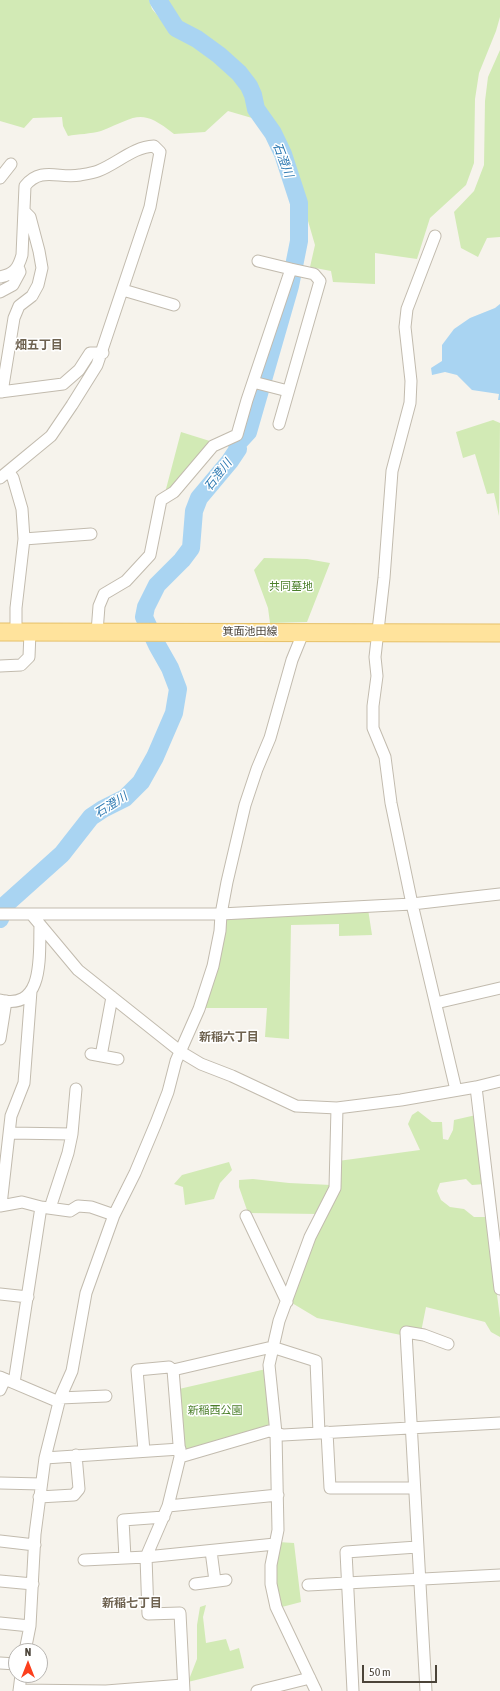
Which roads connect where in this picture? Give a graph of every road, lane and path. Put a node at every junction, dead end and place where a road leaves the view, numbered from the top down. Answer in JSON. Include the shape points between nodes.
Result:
{"nodes":[{"id":1,"x":11,"y":164,"type":"dead end"},
{"id":2,"x":0,"y":178,"type":"edge"},
{"id":3,"x":24,"y":211,"type":"junction"},
{"id":4,"x":435,"y":236,"type":"dead end"},
{"id":5,"x":258,"y":261,"type":"dead end"},
{"id":6,"x":19,"y":265,"type":"junction"},
{"id":7,"x":291,"y":269,"type":"junction"},
{"id":8,"x":0,"y":277,"type":"edge"},
{"id":9,"x":123,"y":290,"type":"junction"},
{"id":10,"x":0,"y":292,"type":"edge"},
{"id":11,"x":174,"y":305,"type":"dead end"},
{"id":12,"x":103,"y":353,"type":"junction"},
{"id":13,"x":258,"y":384,"type":"junction"},
{"id":14,"x":288,"y":391,"type":"junction"},
{"id":15,"x":1,"y":392,"type":"edge"},
{"id":16,"x":279,"y":424,"type":"dead end"},
{"id":17,"x":4,"y":475,"type":"edge"},
{"id":18,"x":91,"y":534,"type":"dead end"},
{"id":19,"x":24,"y":539,"type":"junction"},
{"id":20,"x":15,"y":632,"type":"edge"},
{"id":21,"x":97,"y":632,"type":"junction"},
{"id":22,"x":303,"y":632,"type":"junction"},
{"id":23,"x":376,"y":632,"type":"junction"},
{"id":24,"x":500,"y":632,"type":"edge"},
{"id":25,"x":0,"y":666,"type":"edge"},
{"id":26,"x":500,"y":894,"type":"edge"},
{"id":27,"x":412,"y":904,"type":"junction"},
{"id":28,"x":5,"y":914,"type":"edge"},
{"id":29,"x":221,"y":914,"type":"junction"},
{"id":30,"x":32,"y":915,"type":"junction"},
{"id":31,"x":40,"y":926,"type":"junction"},
{"id":32,"x":500,"y":988,"type":"edge"},
{"id":33,"x":31,"y":991,"type":"junction"},
{"id":34,"x":112,"y":997,"type":"junction"},
{"id":35,"x":3,"y":1000,"type":"edge"},
{"id":36,"x":436,"y":1003,"type":"junction"},
{"id":37,"x":0,"y":1039,"type":"edge"},
{"id":38,"x":180,"y":1052,"type":"junction"},
{"id":39,"x":118,"y":1059,"type":"dead end"},
{"id":40,"x":500,"y":1081,"type":"edge"},
{"id":41,"x":476,"y":1087,"type":"junction"},
{"id":42,"x":76,"y":1089,"type":"dead end"},
{"id":43,"x":456,"y":1090,"type":"junction"},
{"id":44,"x":337,"y":1108,"type":"junction"},
{"id":45,"x":10,"y":1133,"type":"junction"},
{"id":46,"x":72,"y":1134,"type":"junction"},
{"id":47,"x":1,"y":1206,"type":"edge"},
{"id":48,"x":45,"y":1208,"type":"junction"},
{"id":49,"x":114,"y":1215,"type":"junction"},
{"id":50,"x":246,"y":1216,"type":"dead end"},
{"id":51,"x":500,"y":1289,"type":"edge"},
{"id":52,"x":0,"y":1294,"type":"edge"},
{"id":53,"x":28,"y":1297,"type":"junction"},
{"id":54,"x":287,"y":1302,"type":"junction"},
{"id":55,"x":448,"y":1344,"type":"dead end"},
{"id":56,"x":272,"y":1347,"type":"junction"},
{"id":57,"x":173,"y":1370,"type":"junction"},
{"id":58,"x":5,"y":1382,"type":"edge"},
{"id":59,"x":106,"y":1396,"type":"dead end"},
{"id":60,"x":59,"y":1400,"type":"junction"},
{"id":61,"x":500,"y":1423,"type":"edge"},
{"id":62,"x":410,"y":1427,"type":"junction"},
{"id":63,"x":276,"y":1433,"type":"junction"},
{"id":64,"x":323,"y":1433,"type":"junction"},
{"id":65,"x":144,"y":1452,"type":"junction"},
{"id":66,"x":180,"y":1453,"type":"junction"},
{"id":67,"x":76,"y":1455,"type":"junction"},
{"id":68,"x":45,"y":1458,"type":"junction"},
{"id":69,"x":0,"y":1483,"type":"edge"},
{"id":70,"x":41,"y":1484,"type":"junction"},
{"id":71,"x":414,"y":1488,"type":"junction"},
{"id":72,"x":278,"y":1495,"type":"junction"},
{"id":73,"x":39,"y":1497,"type":"junction"},
{"id":74,"x":166,"y":1511,"type":"junction"},
{"id":75,"x":0,"y":1541,"type":"edge"},
{"id":76,"x":275,"y":1544,"type":"junction"},
{"id":77,"x":35,"y":1545,"type":"junction"},
{"id":78,"x":417,"y":1547,"type":"junction"},
{"id":79,"x":211,"y":1550,"type":"junction"},
{"id":80,"x":146,"y":1557,"type":"junction"},
{"id":81,"x":125,"y":1558,"type":"junction"},
{"id":82,"x":84,"y":1560,"type":"dead end"},
{"id":83,"x":500,"y":1575,"type":"edge"},
{"id":84,"x":419,"y":1580,"type":"junction"},
{"id":85,"x":0,"y":1581,"type":"edge"},
{"id":86,"x":347,"y":1583,"type":"junction"},
{"id":87,"x":33,"y":1584,"type":"junction"},
{"id":88,"x":195,"y":1584,"type":"dead end"},
{"id":89,"x":308,"y":1585,"type":"dead end"},
{"id":90,"x":0,"y":1623,"type":"edge"},
{"id":91,"x":30,"y":1626,"type":"junction"},
{"id":92,"x":27,"y":1643,"type":"edge"},
{"id":93,"x":310,"y":1678,"type":"junction"},
{"id":94,"x":184,"y":1688,"type":"edge"},
{"id":95,"x":19,"y":1690,"type":"edge"},
{"id":96,"x":48,"y":1690,"type":"edge"},
{"id":97,"x":258,"y":1691,"type":"edge"},
{"id":98,"x":316,"y":1691,"type":"edge"},
{"id":99,"x":353,"y":1691,"type":"edge"},
{"id":100,"x":426,"y":1691,"type":"edge"}],
"edges":[{"from":1,"to":2,"type":"street"},
{"from":3,"to":6,"type":"street","via":[[22,255]]},
{"from":3,"to":9,"type":"street","via":[[25,186],[31,179],[40,175],[78,176],[98,171],[144,146],[154,146],[160,152],[150,207]]},
{"from":3,"to":15,"type":"street","via":[[30,218],[42,268],[32,296],[19,306],[14,318]]},
{"from":4,"to":23,"type":"street","via":[[407,309],[405,327],[411,380],[410,403],[392,471],[384,578]]},
{"from":5,"to":7,"type":"street"},
{"from":6,"to":8,"type":"street","via":[[10,275]]},
{"from":6,"to":10,"type":"street","via":[[20,272],[13,285]]},
{"from":7,"to":13,"type":"street"},
{"from":7,"to":14,"type":"street","via":[[314,274],[320,281]]},
{"from":9,"to":11,"type":"street"},
{"from":9,"to":12,"type":"street"},
{"from":12,"to":15,"type":"street","via":[[90,353],[79,370],[63,384]]},
{"from":12,"to":17,"type":"street","via":[[51,436]]},
{"from":13,"to":14,"type":"street"},
{"from":13,"to":21,"type":"street","via":[[237,435],[213,446],[174,492],[161,500],[150,555],[126,581],[104,594],[99,606]]},
{"from":14,"to":16,"type":"street"},
{"from":17,"to":19,"type":"street","via":[[13,478],[22,509]]},
{"from":18,"to":19,"type":"street"},
{"from":19,"to":20,"type":"street"},
{"from":20,"to":21,"type":"main road","name":"箕面池田線"},
{"from":20,"to":25,"type":"street","via":[[29,657],[21,665]]},
{"from":21,"to":22,"type":"main road","name":"箕面池田線"},
{"from":22,"to":23,"type":"main road","name":"箕面池田線"},
{"from":22,"to":29,"type":"street","via":[[292,660],[270,738],[245,804]]},
{"from":23,"to":24,"type":"main road","name":"箕面池田線"},
{"from":23,"to":27,"type":"street","via":[[374,657],[377,676],[373,728],[385,757],[390,803]]},
{"from":26,"to":27,"type":"street"},
{"from":27,"to":29,"type":"street"},
{"from":27,"to":36,"type":"street"},
{"from":28,"to":30,"type":"street"},
{"from":29,"to":30,"type":"street"},
{"from":29,"to":38,"type":"street","via":[[213,966],[199,1009]]},
{"from":30,"to":31,"type":"street"},
{"from":31,"to":33,"type":"street","via":[[38,976]]},
{"from":31,"to":34,"type":"street","via":[[78,970]]},
{"from":32,"to":36,"type":"street"},
{"from":33,"to":35,"type":"street","via":[[19,1000]]},
{"from":33,"to":45,"type":"street","via":[[24,1083],[11,1116]]},
{"from":34,"to":38,"type":"street"},
{"from":34,"to":39,"type":"street","via":[[96,1055]]},
{"from":35,"to":37,"type":"street"},
{"from":36,"to":43,"type":"street"},
{"from":38,"to":44,"type":"street","via":[[201,1064],[296,1106]]},
{"from":38,"to":49,"type":"street","via":[[156,1123],[135,1174]]},
{"from":40,"to":41,"type":"street"},
{"from":41,"to":43,"type":"street"},
{"from":41,"to":51,"type":"street"},
{"from":42,"to":46,"type":"street"},
{"from":43,"to":44,"type":"street"},
{"from":44,"to":54,"type":"street","via":[[335,1188],[310,1237]]},
{"from":45,"to":46,"type":"street"},
{"from":45,"to":47,"type":"street"},
{"from":46,"to":48,"type":"street","via":[[68,1153]]},
{"from":47,"to":48,"type":"street","via":[[22,1202]]},
{"from":48,"to":49,"type":"street","via":[[70,1211],[78,1206]]},
{"from":48,"to":53,"type":"street"},
{"from":49,"to":60,"type":"street","via":[[86,1293],[72,1371]]},
{"from":50,"to":54,"type":"street"},
{"from":52,"to":53,"type":"street"},
{"from":53,"to":58,"type":"street"},
{"from":54,"to":56,"type":"street"},
{"from":55,"to":62,"type":"street","via":[[424,1335],[406,1332]]},
{"from":56,"to":57,"type":"street"},
{"from":56,"to":63,"type":"street","via":[[269,1365]]},
{"from":56,"to":64,"type":"street","via":[[316,1361]]},
{"from":57,"to":65,"type":"street","via":[[169,1367],[137,1370]]},
{"from":57,"to":66,"type":"street"},
{"from":58,"to":60,"type":"street"},
{"from":59,"to":60,"type":"street"},
{"from":60,"to":68,"type":"street"},
{"from":61,"to":62,"type":"street"},
{"from":62,"to":64,"type":"street"},
{"from":62,"to":71,"type":"street"},
{"from":63,"to":64,"type":"street"},
{"from":63,"to":66,"type":"street","via":[[269,1431]]},
{"from":63,"to":72,"type":"street"},
{"from":64,"to":71,"type":"street","via":[[330,1488]]},
{"from":65,"to":66,"type":"street"},
{"from":65,"to":67,"type":"street"},
{"from":66,"to":74,"type":"street"},
{"from":67,"to":68,"type":"street"},
{"from":67,"to":73,"type":"street","via":[[78,1489],[74,1495]]},
{"from":68,"to":70,"type":"street"},
{"from":69,"to":70,"type":"street"},
{"from":70,"to":73,"type":"street"},
{"from":71,"to":78,"type":"street"},
{"from":72,"to":74,"type":"street"},
{"from":72,"to":76,"type":"street","via":[[278,1530]]},
{"from":73,"to":77,"type":"street"},
{"from":74,"to":80,"type":"street"},
{"from":74,"to":81,"type":"street","via":[[123,1520]]},
{"from":75,"to":77,"type":"street"},
{"from":76,"to":79,"type":"street"},
{"from":76,"to":93,"type":"street","via":[[271,1584],[276,1607]]},
{"from":77,"to":87,"type":"street"},
{"from":78,"to":84,"type":"street"},
{"from":78,"to":86,"type":"street","via":[[346,1552]]},
{"from":79,"to":80,"type":"street"},
{"from":79,"to":88,"type":"street","via":[[220,1581]]},
{"from":80,"to":81,"type":"street"},
{"from":80,"to":94,"type":"street","via":[[148,1614],[180,1613]]},
{"from":81,"to":82,"type":"street"},
{"from":83,"to":84,"type":"street"},
{"from":84,"to":86,"type":"street"},
{"from":84,"to":100,"type":"street"},
{"from":85,"to":87,"type":"street"},
{"from":86,"to":89,"type":"street"},
{"from":86,"to":99,"type":"street"},
{"from":87,"to":91,"type":"street"},
{"from":90,"to":91,"type":"street"},
{"from":91,"to":92,"type":"street"},
{"from":93,"to":97,"type":"street"},
{"from":93,"to":98,"type":"street"},
{"from":94,"to":96,"type":"street"},
{"from":95,"to":96,"type":"street"}]}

===

Every line above carrying the word "main" needs to be shown.

{"from":20,"to":21,"type":"main road","name":"箕面池田線"},
{"from":21,"to":22,"type":"main road","name":"箕面池田線"},
{"from":22,"to":23,"type":"main road","name":"箕面池田線"},
{"from":23,"to":24,"type":"main road","name":"箕面池田線"},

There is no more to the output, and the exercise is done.